Société
Internes et résidents en médecine : ce que prévoit le nouveau décret au Maroc
08/05/2026 - 17:01
Malak Zougagh
Le nouveau décret encadrant la situation des étudiants en médecine, pharmacie et médecine dentaire au Maroc apporte plusieurs précisions concernant le statut des internes et des résidents, leurs conditions d’accès, leur parcours de formation ainsi que les engagements qui leur sont imposés après l’obtention du diplôme.
Le texte met notamment l’accent sur la continuité du parcours de spécialisation. Les médecins, pharmaciens ou dentistes résidents admis dans un cycle de spécialité doivent désormais poursuivre leur formation dans la spécialité choisie jusqu’à l’obtention du diplôme correspondant.
À travers cette mesure, les autorités cherchent à limiter les abandons ou les changements de spécialité après le début de la formation, en encadrant davantage le parcours des étudiants engagés dans les filières hospitalières.
Avant même la publication de ce décret, une réforme relative aux indemnités des étudiants en médecine, pharmacie et médecine dentaire avait déjà été adoptée et publiée au Bulletin officiel.
Cette réforme revalorise les montants des indemnités mensuelles accordées aux étudiants en formation hospitalière. Les étudiants externes en médecine, pharmacie et médecine dentaire perçoivent désormais 1.200 dirhams par mois durant certaines années de formation, tandis que les étudiants de sixième année bénéficient d’une indemnité de 2.400 dirhams mensuels.

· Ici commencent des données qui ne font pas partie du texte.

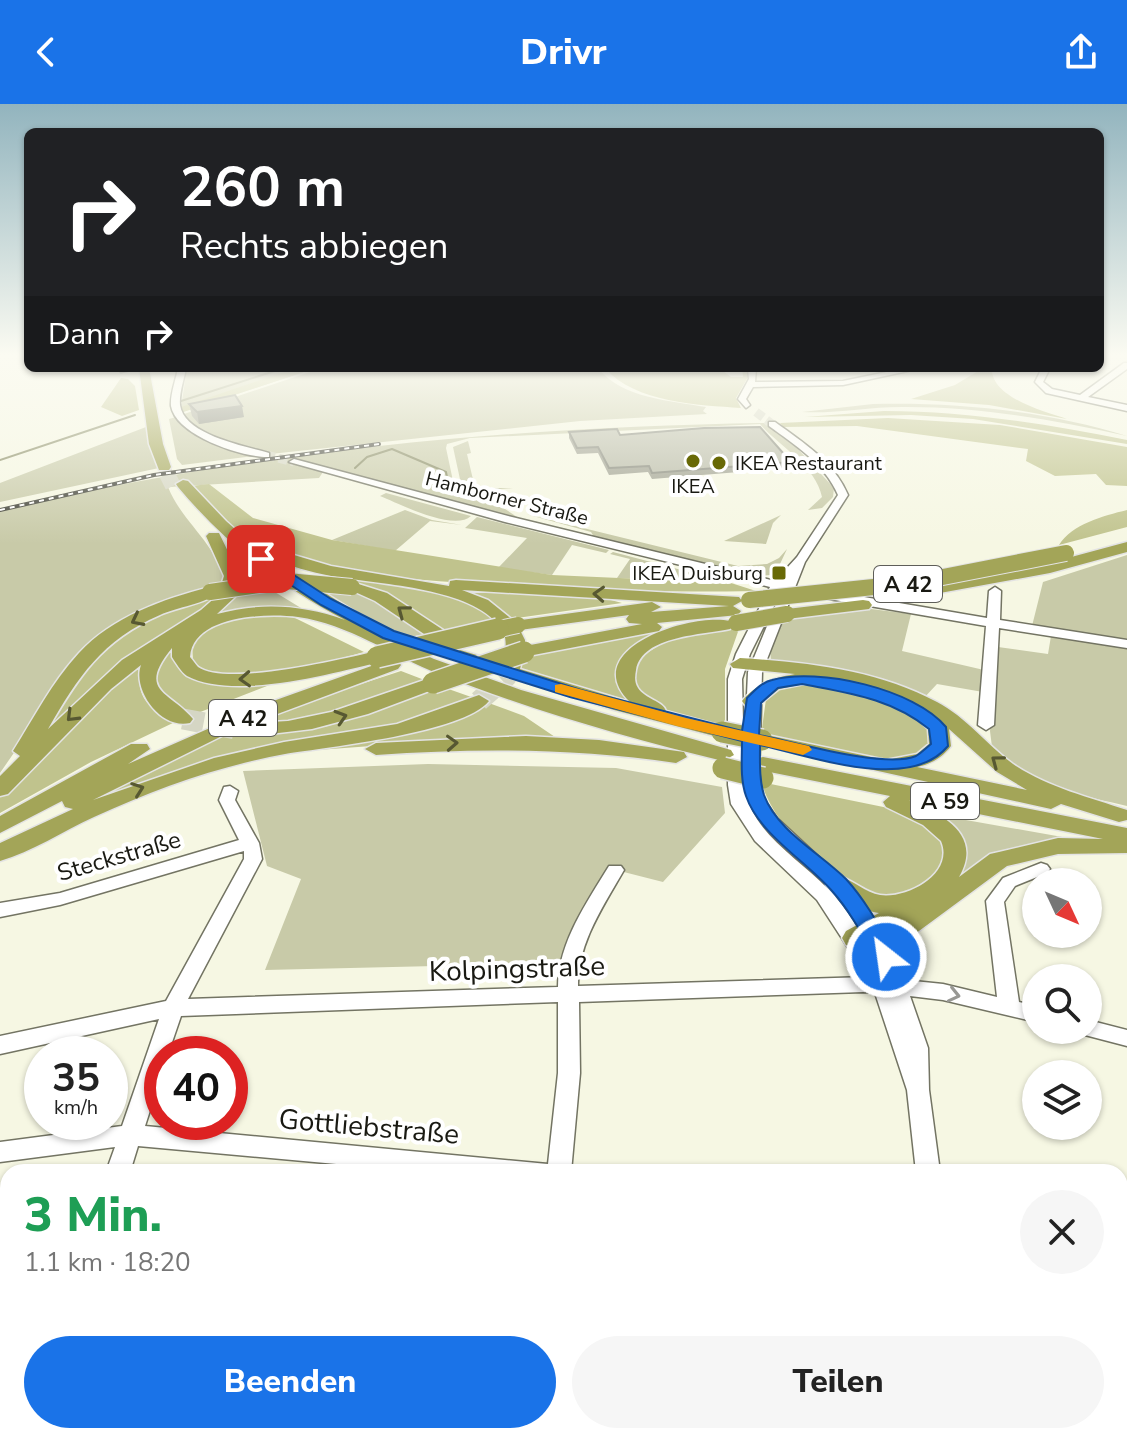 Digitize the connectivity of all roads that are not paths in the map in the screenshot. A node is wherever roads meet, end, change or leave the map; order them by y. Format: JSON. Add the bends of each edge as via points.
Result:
{"nodes":[{"id":1,"x":152,"y":419,"type":"edge"},
{"id":2,"x":162,"y":419,"type":"edge"},
{"id":3,"x":182,"y":419,"type":"edge"},
{"id":4,"x":772,"y":424,"type":"tunnel mouth"},
{"id":5,"x":266,"y":455,"type":"tunnel mouth"},
{"id":6,"x":294,"y":462,"type":"tunnel mouth"},
{"id":7,"x":178,"y":485,"type":"tunnel mouth"},
{"id":8,"x":221,"y":535,"type":"junction"},
{"id":9,"x":1127,"y":536,"type":"edge"},
{"id":10,"x":1127,"y":547,"type":"edge"},
{"id":11,"x":395,"y":580,"type":"junction"},
{"id":12,"x":782,"y":590,"type":"junction"},
{"id":13,"x":995,"y":591,"type":"dead end"},
{"id":14,"x":907,"y":594,"type":"junction"},
{"id":15,"x":740,"y":610,"type":"junction"},
{"id":16,"x":990,"y":622,"type":"junction"},
{"id":17,"x":177,"y":633,"type":"junction"},
{"id":18,"x":1127,"y":644,"type":"edge"},
{"id":19,"x":514,"y":649,"type":"junction"},
{"id":20,"x":384,"y":650,"type":"junction"},
{"id":21,"x":751,"y":667,"type":"junction"},
{"id":22,"x":802,"y":679,"type":"junction"},
{"id":23,"x":477,"y":691,"type":"junction"},
{"id":24,"x":752,"y":701,"type":"junction"},
{"id":25,"x":183,"y":719,"type":"tunnel mouth"},
{"id":26,"x":683,"y":723,"type":"junction"},
{"id":27,"x":986,"y":725,"type":"dead end"},
{"id":28,"x":236,"y":729,"type":"tunnel mouth"},
{"id":29,"x":723,"y":750,"type":"junction"},
{"id":30,"x":681,"y":758,"type":"junction"},
{"id":31,"x":763,"y":759,"type":"junction"},
{"id":32,"x":860,"y":762,"type":"junction"},
{"id":33,"x":180,"y":775,"type":"junction"},
{"id":34,"x":0,"y":783,"type":"edge"},
{"id":35,"x":0,"y":789,"type":"edge"},
{"id":36,"x":230,"y":791,"type":"dead end"},
{"id":37,"x":894,"y":802,"type":"junction"},
{"id":38,"x":1125,"y":823,"type":"edge"},
{"id":39,"x":0,"y":826,"type":"edge"},
{"id":40,"x":250,"y":843,"type":"junction"},
{"id":41,"x":0,"y":846,"type":"edge"},
{"id":42,"x":1127,"y":847,"type":"edge"},
{"id":43,"x":0,"y":853,"type":"edge"},
{"id":44,"x":615,"y":870,"type":"dead end"},
{"id":45,"x":1022,"y":877,"type":"edge"},
{"id":46,"x":839,"y":885,"type":"junction"},
{"id":47,"x":917,"y":899,"type":"junction"},
{"id":48,"x":0,"y":910,"type":"edge"},
{"id":49,"x":876,"y":940,"type":"junction"},
{"id":50,"x":891,"y":986,"type":"junction"},
{"id":51,"x":570,"y":993,"type":"junction"},
{"id":52,"x":1009,"y":1007,"type":"junction"},
{"id":53,"x":173,"y":1008,"type":"junction"},
{"id":54,"x":1022,"y":1010,"type":"edge"},
{"id":55,"x":1102,"y":1032,"type":"edge"},
{"id":56,"x":1127,"y":1038,"type":"edge"},
{"id":57,"x":0,"y":1045,"type":"edge"},
{"id":58,"x":131,"y":1135,"type":"junction"},
{"id":59,"x":0,"y":1152,"type":"edge"},
{"id":60,"x":121,"y":1164,"type":"edge"},
{"id":61,"x":452,"y":1164,"type":"edge"},
{"id":62,"x":560,"y":1164,"type":"edge"},
{"id":63,"x":927,"y":1164,"type":"edge"}],
"edges":[{"from":1,"to":2,"type":"highway","via":[[156,444],[169,466]]},
{"from":3,"to":5,"type":"street","via":[[218,441]]},
{"from":4,"to":12,"type":"street","via":[[811,455],[843,495]]},
{"from":6,"to":12,"type":"street","name":"Hamborner Straße"},
{"from":7,"to":8,"type":"highway","via":[[193,515]]},
{"from":8,"to":11,"type":"highway","via":[[287,560]]},
{"from":8,"to":17,"type":"highway","via":[[232,576],[230,591],[218,606]]},
{"from":8,"to":20,"type":"highway","via":[[312,594]]},
{"from":9,"to":15,"type":"highway","number":"A 42","bridge":true,"via":[[927,581]]},
{"from":10,"to":14,"type":"highway","number":"A 42"},
{"from":15,"to":11,"type":"highway","one_way":true},
{"from":11,"to":19,"type":"highway","via":[[452,592],[489,608],[511,629]]},
{"from":12,"to":16,"type":"street","name":"Hamborner Straße"},
{"from":12,"to":21,"type":"street"},
{"from":13,"to":16,"type":"street"},
{"from":14,"to":15,"type":"highway","number":"A 42"},
{"from":14,"to":15,"type":"highway","bridge":true,"via":[[787,614]]},
{"from":15,"to":19,"type":"highway"},
{"from":15,"to":19,"type":"highway","number":"A 42","via":[[624,610]]},
{"from":15,"to":26,"type":"highway","via":[[670,635],[630,657],[625,679],[629,690]]},
{"from":16,"to":18,"type":"street","name":"Hamborner Straße"},
{"from":16,"to":27,"type":"street"},
{"from":17,"to":25,"type":"highway","via":[[155,654],[146,678],[156,701]]},
{"from":17,"to":35,"type":"highway","one_way":true,"via":[[104,685]]},
{"from":19,"to":20,"type":"highway"},
{"from":19,"to":20,"type":"highway","number":"A 42"},
{"from":19,"to":26,"type":"highway"},
{"from":28,"to":19,"type":"highway","one_way":true,"bridge":true,"via":[[326,722]]},
{"from":19,"to":34,"type":"highway","one_way":true,"bridge":true,"via":[[428,630],[381,597],[352,587],[287,581],[210,592],[149,614],[102,641],[72,673]]},
{"from":20,"to":20,"type":"highway","one_way":true,"via":[[281,675],[227,680],[190,669],[181,658],[187,638],[215,620],[257,610],[310,615]]},
{"from":20,"to":23,"type":"highway"},
{"from":20,"to":29,"type":"highway"},
{"from":20,"to":39,"type":"highway","number":"A 42","via":[[181,729]]},
{"from":20,"to":41,"type":"highway","number":"A 42","via":[[312,691],[101,786]]},
{"from":21,"to":22,"type":"highway"},
{"from":21,"to":24,"type":"street"},
{"from":38,"to":21,"type":"highway","one_way":true,"via":[[1015,774],[945,716],[910,697],[854,680]]},
{"from":21,"to":49,"type":"street","via":[[735,679],[739,804],[761,837]]},
{"from":22,"to":24,"type":"highway","via":[[773,684]]},
{"from":22,"to":32,"type":"highway","via":[[893,699],[938,727],[940,746],[924,759],[906,764]]},
{"from":23,"to":29,"type":"highway"},
{"from":23,"to":30,"type":"highway","via":[[483,688]]},
{"from":23,"to":33,"type":"highway","via":[[453,715],[388,734],[258,754]]},
{"from":24,"to":46,"type":"street","via":[[751,781],[756,799],[777,828]]},
{"from":26,"to":29,"type":"highway"},
{"from":29,"to":30,"type":"highway"},
{"from":29,"to":31,"type":"highway","bridge":true},
{"from":29,"to":31,"type":"highway","bridge":true},
{"from":33,"to":30,"type":"highway","one_way":true,"via":[[289,756],[492,741],[589,743]]},
{"from":31,"to":32,"type":"highway"},
{"from":31,"to":37,"type":"highway"},
{"from":31,"to":38,"type":"highway","number":"A 59"},
{"from":32,"to":38,"type":"highway"},
{"from":43,"to":33,"type":"highway","one_way":true,"via":[[104,802]]},
{"from":36,"to":40,"type":"street","via":[[227,800]]},
{"from":37,"to":42,"type":"highway"},
{"from":37,"to":47,"type":"highway","via":[[939,824],[957,852],[948,875]]},
{"from":40,"to":48,"type":"street","name":"Steckstraße","via":[[60,899]]},
{"from":40,"to":53,"type":"street","via":[[253,859]]},
{"from":42,"to":49,"type":"highway","via":[[1058,846],[999,860]]},
{"from":44,"to":51,"type":"street","via":[[583,926],[568,972]]},
{"from":45,"to":52,"type":"street","via":[[1009,882],[995,901]]},
{"from":46,"to":47,"type":"highway","via":[[876,904]]},
{"from":46,"to":49,"type":"street"},
{"from":47,"to":49,"type":"highway"},
{"from":49,"to":50,"type":"street"},
{"from":49,"to":50,"type":"street"},
{"from":50,"to":51,"type":"street","name":"Kolpingstraße"},
{"from":50,"to":52,"type":"street","name":"Kolpingstraße","one_way":true},
{"from":50,"to":63,"type":"street","via":[[917,1048]]},
{"from":51,"to":53,"type":"street","name":"Kolpingstraße"},
{"from":51,"to":62,"type":"street"},
{"from":52,"to":54,"type":"street","name":"Kolpingstraße"},
{"from":53,"to":57,"type":"street","name":"Kolpingstraße"},
{"from":53,"to":58,"type":"street"},
{"from":55,"to":56,"type":"street"},
{"from":58,"to":59,"type":"street","name":"Gottliebstraße"},
{"from":58,"to":60,"type":"street"},
{"from":58,"to":61,"type":"street","name":"Gottliebstraße"}]}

Les internes en médecine, pharmacie et médecine dentaire voient, eux aussi, leurs indemnités fixées à 5.000 dirhams par mois. Le même montant est prévu pour les résidents non fonctionnaires durant toute leur période de formation.
Par ailleurs, une autre mesure entrée en vigueur à partir du 1er janvier 2025 fixe à 2.100 dirhams l’indemnité mensuelle attribuée aux étudiants internes dans les établissements hospitaliers publics.
Ces nouvelles dispositions s’inscrivent dans le cadre de la réorganisation des formations médicales hospitalières et du futur déploiement des groupements sanitaires territoriaux.
Trois ans obligatoires dans le secteur public
Le décret introduit également une nouvelle obligation contractuelle pour les résidents après l’obtention du diplôme de spécialité. Ceux-ci devront désormais exercer pendant trois ans dans des établissements publics de santé relevant du ministère de la Santé, des structures placées sous sa tutelle ou des établissements publics concernés.
Cette durée remplace l’ancien dispositif qui prévoyait un engagement pouvant atteindre huit années dans les structures dépendant du ministère de la Santé. Une autre option permettait également à certains étudiants d’exercer comme bénévoles, sans engagement contractuel.
La mesure concerne aussi les lauréats intégrant les facultés de médecine, de pharmacie ou de médecine dentaire en tant qu’enseignants-chercheurs.
Le texte prévoit également des sanctions financières en cas de non-respect des engagements pris par les résidents.
Ainsi, tout abandon ou non-respect des obligations contractuelles peut entraîner le remboursement de l’ensemble des rémunérations, indemnités et bourses perçues durant la période de formation et d’exercice.
Cette disposition vise notamment à limiter les départs après spécialisation vers le secteur privé ou l’étranger.
Avec ces nouvelles règles et la revalorisation des indemnités accordées aux étudiants en médecine, les internes et résidents se retrouvent davantage engagés dans la poursuite de leur spécialité, y compris lorsque les premières expériences de terrain révèlent parfois un décalage avec leurs attentes professionnelles ou leurs aptitudes personnelles.
À travers cette réforme, les autorités cherchent à restructurer le cadre des formations médicales hospitalières, dans un contexte marqué par les besoins croissants du système de santé en ressources humaines spécialisées, notamment dans les régions où l’accès aux soins demeure limité.